From the listing below, pull each line that includes "above".

—————

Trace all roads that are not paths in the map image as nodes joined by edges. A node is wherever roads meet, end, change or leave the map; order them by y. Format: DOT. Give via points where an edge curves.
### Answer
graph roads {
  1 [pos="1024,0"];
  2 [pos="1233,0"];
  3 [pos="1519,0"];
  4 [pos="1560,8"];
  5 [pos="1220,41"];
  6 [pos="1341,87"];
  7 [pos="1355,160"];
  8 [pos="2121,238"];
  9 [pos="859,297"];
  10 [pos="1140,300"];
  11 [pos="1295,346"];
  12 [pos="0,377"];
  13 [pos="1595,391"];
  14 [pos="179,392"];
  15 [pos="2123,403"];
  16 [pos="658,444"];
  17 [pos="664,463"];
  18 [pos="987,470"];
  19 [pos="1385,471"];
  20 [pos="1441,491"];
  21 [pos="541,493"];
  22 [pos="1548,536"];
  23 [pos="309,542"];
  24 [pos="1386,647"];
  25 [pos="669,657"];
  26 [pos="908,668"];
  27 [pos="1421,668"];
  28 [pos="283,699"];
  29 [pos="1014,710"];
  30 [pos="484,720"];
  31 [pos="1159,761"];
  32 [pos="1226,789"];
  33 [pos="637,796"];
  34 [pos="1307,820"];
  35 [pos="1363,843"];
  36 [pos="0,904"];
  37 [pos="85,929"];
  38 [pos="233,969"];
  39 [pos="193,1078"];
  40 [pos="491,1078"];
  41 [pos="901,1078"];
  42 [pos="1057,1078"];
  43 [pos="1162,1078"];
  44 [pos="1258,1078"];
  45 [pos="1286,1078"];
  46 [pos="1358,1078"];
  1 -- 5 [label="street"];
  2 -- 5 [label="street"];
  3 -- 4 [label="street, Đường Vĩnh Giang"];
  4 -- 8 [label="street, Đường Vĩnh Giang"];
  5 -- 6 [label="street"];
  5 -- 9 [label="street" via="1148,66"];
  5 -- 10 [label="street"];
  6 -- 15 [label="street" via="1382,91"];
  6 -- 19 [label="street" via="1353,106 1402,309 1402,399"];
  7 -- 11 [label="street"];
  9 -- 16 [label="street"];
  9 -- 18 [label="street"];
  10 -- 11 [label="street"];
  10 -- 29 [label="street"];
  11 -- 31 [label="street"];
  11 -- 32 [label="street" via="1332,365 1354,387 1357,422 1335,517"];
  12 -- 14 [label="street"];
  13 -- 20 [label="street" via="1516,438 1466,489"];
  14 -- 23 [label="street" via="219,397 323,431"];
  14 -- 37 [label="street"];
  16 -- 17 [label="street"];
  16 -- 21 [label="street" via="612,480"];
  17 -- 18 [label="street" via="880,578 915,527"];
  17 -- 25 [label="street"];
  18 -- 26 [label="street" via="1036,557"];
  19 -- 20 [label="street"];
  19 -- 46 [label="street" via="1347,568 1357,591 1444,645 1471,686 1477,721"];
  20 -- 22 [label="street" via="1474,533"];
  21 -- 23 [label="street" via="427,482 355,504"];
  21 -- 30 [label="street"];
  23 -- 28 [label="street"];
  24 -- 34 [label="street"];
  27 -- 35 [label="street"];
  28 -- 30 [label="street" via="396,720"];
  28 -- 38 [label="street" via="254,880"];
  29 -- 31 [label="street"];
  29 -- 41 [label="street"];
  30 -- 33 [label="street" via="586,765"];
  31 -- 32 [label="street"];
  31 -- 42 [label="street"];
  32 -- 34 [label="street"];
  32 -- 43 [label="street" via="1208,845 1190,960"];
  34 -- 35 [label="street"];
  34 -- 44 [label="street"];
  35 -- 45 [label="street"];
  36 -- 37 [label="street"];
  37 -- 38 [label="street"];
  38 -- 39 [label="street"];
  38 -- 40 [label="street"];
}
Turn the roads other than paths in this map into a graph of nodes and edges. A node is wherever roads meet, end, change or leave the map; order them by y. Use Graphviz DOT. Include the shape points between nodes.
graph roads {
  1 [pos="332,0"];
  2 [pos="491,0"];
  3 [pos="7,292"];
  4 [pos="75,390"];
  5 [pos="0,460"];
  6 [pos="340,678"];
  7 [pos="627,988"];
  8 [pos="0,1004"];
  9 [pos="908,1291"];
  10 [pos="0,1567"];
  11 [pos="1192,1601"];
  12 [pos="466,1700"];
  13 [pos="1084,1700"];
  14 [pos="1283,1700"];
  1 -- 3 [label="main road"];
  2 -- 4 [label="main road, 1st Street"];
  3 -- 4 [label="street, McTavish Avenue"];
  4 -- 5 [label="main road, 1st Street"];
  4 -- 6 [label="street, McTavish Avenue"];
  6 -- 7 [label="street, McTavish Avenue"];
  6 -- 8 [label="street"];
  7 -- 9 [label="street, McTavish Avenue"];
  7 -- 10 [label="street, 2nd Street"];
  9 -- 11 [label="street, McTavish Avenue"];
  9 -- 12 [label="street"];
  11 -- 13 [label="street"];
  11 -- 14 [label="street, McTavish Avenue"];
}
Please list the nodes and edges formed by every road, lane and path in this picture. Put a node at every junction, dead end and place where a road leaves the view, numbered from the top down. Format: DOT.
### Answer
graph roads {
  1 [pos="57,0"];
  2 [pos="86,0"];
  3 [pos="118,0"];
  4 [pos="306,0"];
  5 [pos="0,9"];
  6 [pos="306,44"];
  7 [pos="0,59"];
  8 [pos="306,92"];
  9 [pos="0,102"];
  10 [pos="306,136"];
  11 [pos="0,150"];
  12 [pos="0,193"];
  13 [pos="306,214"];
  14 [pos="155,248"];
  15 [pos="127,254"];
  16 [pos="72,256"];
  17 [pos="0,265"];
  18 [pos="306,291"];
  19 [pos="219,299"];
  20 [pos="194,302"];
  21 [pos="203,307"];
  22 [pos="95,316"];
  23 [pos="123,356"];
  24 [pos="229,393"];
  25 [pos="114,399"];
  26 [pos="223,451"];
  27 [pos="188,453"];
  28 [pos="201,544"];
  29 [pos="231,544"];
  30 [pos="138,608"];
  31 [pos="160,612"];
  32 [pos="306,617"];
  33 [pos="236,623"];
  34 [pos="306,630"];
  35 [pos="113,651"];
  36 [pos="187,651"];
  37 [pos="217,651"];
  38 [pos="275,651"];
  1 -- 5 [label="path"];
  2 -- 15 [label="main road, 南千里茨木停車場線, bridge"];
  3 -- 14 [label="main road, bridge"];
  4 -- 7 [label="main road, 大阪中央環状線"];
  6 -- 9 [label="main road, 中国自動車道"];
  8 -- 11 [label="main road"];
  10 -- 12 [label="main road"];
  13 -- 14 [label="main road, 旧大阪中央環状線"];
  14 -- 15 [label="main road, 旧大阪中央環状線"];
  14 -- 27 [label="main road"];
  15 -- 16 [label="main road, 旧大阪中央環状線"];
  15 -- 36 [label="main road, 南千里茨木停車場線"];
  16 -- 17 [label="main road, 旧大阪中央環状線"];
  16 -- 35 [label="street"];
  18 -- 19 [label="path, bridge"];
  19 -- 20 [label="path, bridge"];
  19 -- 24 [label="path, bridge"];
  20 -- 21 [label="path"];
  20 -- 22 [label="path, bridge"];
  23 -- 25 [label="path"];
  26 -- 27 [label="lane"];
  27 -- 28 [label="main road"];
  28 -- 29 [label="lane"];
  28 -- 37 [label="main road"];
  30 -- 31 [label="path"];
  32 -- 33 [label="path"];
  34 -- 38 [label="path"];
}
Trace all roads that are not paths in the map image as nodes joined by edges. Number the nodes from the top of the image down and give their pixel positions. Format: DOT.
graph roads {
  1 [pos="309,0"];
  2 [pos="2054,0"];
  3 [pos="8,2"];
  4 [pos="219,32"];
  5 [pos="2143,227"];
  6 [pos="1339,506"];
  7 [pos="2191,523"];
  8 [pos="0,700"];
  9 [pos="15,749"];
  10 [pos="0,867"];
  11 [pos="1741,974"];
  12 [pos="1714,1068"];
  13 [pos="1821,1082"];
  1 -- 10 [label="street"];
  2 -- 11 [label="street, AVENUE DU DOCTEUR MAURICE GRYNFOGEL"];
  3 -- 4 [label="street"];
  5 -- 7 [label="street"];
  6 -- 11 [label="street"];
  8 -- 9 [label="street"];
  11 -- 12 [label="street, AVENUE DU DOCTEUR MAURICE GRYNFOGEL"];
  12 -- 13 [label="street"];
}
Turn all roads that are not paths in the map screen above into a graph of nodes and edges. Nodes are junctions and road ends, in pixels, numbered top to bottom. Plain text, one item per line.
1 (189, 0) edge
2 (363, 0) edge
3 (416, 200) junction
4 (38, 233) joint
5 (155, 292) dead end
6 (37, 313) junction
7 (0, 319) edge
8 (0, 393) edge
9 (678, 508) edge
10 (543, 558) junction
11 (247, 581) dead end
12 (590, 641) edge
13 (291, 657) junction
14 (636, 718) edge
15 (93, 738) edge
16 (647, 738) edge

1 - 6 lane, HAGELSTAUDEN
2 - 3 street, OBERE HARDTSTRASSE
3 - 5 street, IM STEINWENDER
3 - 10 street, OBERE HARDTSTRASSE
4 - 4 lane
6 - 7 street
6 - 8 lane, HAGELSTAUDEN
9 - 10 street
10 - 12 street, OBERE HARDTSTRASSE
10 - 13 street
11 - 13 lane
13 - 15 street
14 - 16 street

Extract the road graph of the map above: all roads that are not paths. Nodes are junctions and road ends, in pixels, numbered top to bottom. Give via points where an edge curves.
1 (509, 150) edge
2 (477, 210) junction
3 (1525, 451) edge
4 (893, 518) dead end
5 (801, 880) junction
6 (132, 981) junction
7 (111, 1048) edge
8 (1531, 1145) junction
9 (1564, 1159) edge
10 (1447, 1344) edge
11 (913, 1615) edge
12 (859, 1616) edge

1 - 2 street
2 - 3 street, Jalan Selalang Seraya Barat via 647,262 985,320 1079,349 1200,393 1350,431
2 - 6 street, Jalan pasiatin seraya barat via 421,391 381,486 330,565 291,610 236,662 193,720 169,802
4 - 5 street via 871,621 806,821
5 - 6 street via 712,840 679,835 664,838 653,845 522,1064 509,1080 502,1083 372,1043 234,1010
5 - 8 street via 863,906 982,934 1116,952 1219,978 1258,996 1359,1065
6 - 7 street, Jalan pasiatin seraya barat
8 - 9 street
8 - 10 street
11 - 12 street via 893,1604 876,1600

—————

Output for this exercise:
Turn all roads that are not paths in the map screen above into a graph of nodes and edges. Nodes are junctions and road ends, in pixels, numbered top to bottom. Plain text, one item per line.
Extract the road graph of the map above: all roads that are not paths. Nodes are junctions and road ends, in pixels, numbered top to bottom. Give via points where an edge curves.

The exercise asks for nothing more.